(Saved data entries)
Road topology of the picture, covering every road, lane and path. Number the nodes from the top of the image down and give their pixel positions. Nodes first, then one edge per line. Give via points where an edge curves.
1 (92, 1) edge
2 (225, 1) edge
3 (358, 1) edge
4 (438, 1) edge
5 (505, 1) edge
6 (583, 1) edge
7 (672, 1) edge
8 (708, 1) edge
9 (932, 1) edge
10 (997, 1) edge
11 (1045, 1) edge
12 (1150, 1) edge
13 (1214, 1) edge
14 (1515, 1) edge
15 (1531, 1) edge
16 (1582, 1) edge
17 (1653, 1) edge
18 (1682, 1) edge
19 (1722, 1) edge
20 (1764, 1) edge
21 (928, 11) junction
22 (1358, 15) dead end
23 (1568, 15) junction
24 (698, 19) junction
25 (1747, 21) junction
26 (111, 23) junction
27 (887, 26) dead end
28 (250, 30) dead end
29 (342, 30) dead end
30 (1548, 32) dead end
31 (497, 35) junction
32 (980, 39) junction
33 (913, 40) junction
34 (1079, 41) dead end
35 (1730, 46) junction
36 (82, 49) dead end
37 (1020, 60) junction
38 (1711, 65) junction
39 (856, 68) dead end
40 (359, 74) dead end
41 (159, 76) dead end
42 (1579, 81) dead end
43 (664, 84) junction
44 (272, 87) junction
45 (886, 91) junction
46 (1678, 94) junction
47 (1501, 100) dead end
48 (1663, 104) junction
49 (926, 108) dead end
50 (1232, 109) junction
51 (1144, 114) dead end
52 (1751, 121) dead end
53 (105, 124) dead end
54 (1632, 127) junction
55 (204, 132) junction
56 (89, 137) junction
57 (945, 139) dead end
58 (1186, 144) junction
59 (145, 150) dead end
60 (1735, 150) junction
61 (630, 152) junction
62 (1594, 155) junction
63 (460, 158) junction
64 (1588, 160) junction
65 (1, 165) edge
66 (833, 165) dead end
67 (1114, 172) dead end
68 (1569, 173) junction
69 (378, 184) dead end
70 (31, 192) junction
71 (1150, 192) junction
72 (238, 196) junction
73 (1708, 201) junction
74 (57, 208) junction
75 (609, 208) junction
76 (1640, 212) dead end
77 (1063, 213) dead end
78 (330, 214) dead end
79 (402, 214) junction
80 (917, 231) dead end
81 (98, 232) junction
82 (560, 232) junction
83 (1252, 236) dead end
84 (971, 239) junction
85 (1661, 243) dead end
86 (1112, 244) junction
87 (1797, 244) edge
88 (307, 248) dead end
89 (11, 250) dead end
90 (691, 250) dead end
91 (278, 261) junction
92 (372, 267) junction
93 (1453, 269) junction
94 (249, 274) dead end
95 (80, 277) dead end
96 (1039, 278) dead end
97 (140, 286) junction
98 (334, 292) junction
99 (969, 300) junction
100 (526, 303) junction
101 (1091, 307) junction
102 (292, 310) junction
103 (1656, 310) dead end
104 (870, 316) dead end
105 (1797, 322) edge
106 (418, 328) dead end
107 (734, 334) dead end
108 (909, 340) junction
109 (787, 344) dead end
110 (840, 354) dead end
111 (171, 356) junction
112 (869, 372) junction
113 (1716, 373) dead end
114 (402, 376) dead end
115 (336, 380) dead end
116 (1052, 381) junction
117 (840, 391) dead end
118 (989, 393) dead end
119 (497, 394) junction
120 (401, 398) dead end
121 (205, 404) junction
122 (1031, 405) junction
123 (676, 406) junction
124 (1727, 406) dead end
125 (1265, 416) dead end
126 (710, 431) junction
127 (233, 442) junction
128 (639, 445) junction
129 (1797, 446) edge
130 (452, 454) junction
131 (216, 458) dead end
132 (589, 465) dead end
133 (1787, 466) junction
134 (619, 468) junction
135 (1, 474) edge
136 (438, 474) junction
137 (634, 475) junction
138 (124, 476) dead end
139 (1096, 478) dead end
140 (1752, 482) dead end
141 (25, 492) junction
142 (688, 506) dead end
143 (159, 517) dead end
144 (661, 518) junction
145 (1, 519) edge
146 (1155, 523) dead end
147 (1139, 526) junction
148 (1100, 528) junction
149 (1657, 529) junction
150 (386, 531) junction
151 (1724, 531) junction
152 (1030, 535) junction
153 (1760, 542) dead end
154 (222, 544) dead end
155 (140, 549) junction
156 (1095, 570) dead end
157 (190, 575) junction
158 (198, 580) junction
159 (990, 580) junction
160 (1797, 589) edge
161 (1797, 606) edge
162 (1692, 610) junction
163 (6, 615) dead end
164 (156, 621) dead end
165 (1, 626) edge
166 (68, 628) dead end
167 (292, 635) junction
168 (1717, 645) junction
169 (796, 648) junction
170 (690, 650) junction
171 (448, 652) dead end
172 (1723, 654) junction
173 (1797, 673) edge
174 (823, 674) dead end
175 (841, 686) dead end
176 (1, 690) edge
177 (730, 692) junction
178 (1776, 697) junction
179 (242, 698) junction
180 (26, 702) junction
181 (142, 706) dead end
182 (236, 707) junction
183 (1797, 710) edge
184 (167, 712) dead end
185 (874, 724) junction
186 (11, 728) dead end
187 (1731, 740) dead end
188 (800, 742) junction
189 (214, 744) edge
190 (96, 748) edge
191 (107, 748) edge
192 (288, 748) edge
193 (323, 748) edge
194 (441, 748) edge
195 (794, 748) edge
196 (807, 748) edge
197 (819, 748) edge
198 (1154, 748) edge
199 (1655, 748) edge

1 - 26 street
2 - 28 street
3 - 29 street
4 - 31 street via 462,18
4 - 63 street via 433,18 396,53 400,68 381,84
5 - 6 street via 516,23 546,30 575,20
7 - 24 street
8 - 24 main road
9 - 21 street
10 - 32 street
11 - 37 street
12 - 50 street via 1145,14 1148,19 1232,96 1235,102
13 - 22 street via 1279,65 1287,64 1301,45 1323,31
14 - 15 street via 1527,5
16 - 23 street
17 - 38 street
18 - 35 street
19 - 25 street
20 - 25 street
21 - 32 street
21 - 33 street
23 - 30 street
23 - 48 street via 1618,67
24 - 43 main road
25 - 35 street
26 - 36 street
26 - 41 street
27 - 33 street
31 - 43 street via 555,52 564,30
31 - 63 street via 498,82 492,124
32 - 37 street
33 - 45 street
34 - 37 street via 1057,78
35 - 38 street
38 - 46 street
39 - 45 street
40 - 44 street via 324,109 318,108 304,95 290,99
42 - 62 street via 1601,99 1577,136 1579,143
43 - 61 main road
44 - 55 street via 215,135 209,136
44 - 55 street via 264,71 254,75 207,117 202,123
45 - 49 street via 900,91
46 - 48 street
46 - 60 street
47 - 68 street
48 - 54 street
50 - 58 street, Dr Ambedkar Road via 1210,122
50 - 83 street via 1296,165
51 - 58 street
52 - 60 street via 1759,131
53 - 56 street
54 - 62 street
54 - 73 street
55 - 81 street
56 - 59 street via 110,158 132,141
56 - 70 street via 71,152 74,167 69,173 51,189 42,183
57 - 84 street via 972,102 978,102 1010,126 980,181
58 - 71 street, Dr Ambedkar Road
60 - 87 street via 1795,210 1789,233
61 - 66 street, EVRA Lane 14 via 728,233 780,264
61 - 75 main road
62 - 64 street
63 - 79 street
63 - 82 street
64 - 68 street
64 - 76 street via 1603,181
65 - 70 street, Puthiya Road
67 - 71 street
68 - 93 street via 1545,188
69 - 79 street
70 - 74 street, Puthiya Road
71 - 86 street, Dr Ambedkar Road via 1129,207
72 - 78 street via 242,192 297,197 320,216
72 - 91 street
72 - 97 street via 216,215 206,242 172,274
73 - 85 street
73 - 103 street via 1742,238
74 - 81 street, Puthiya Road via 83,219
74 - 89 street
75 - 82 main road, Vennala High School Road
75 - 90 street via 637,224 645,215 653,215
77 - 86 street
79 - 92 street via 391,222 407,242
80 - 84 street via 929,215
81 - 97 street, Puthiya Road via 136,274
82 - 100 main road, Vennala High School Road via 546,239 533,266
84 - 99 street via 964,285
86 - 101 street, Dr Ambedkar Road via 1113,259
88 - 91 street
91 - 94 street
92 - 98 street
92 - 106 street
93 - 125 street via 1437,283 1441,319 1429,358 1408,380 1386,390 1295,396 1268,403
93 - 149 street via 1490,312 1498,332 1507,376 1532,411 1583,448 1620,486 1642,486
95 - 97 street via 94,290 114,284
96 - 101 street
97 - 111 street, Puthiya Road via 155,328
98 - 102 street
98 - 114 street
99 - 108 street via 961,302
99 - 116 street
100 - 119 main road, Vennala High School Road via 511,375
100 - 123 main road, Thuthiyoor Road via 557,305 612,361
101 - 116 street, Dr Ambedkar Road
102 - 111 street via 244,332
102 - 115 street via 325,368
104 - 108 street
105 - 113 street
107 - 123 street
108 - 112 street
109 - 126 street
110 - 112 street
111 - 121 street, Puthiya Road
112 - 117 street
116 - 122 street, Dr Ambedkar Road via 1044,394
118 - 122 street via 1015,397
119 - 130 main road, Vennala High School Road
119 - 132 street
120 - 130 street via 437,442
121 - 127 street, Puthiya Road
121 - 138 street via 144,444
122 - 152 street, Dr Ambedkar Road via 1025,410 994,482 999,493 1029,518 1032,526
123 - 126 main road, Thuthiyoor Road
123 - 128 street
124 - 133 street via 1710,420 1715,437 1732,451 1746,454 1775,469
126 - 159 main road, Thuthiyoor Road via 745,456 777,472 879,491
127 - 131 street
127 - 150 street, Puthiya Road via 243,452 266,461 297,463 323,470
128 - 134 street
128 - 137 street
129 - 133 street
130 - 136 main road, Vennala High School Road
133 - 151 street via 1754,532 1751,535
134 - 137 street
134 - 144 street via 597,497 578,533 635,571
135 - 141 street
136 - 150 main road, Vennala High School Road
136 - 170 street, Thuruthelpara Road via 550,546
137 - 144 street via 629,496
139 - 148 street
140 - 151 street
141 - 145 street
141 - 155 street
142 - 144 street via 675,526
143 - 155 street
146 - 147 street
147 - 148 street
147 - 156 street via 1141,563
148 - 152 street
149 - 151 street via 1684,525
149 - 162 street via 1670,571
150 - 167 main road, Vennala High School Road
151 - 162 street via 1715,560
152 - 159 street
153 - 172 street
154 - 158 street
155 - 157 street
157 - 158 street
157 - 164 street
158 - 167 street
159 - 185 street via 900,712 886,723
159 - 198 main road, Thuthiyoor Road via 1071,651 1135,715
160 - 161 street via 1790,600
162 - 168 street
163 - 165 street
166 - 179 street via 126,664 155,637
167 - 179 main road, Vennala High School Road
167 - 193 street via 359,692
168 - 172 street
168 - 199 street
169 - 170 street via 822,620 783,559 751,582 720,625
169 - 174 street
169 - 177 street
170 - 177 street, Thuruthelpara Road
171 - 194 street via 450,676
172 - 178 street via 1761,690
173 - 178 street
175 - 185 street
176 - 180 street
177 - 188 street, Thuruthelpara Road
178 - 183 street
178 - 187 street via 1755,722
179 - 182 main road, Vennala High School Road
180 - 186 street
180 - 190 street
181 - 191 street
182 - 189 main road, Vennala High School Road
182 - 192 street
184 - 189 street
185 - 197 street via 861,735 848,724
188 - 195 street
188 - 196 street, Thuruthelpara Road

INSTRUCTIONS FOR THE TASK » Show each line of the records above containing "Thuruthelpara".

RESPONSE BOX »
136 - 170 street, Thuruthelpara Road via 550,546
170 - 177 street, Thuruthelpara Road
177 - 188 street, Thuruthelpara Road
188 - 196 street, Thuruthelpara Road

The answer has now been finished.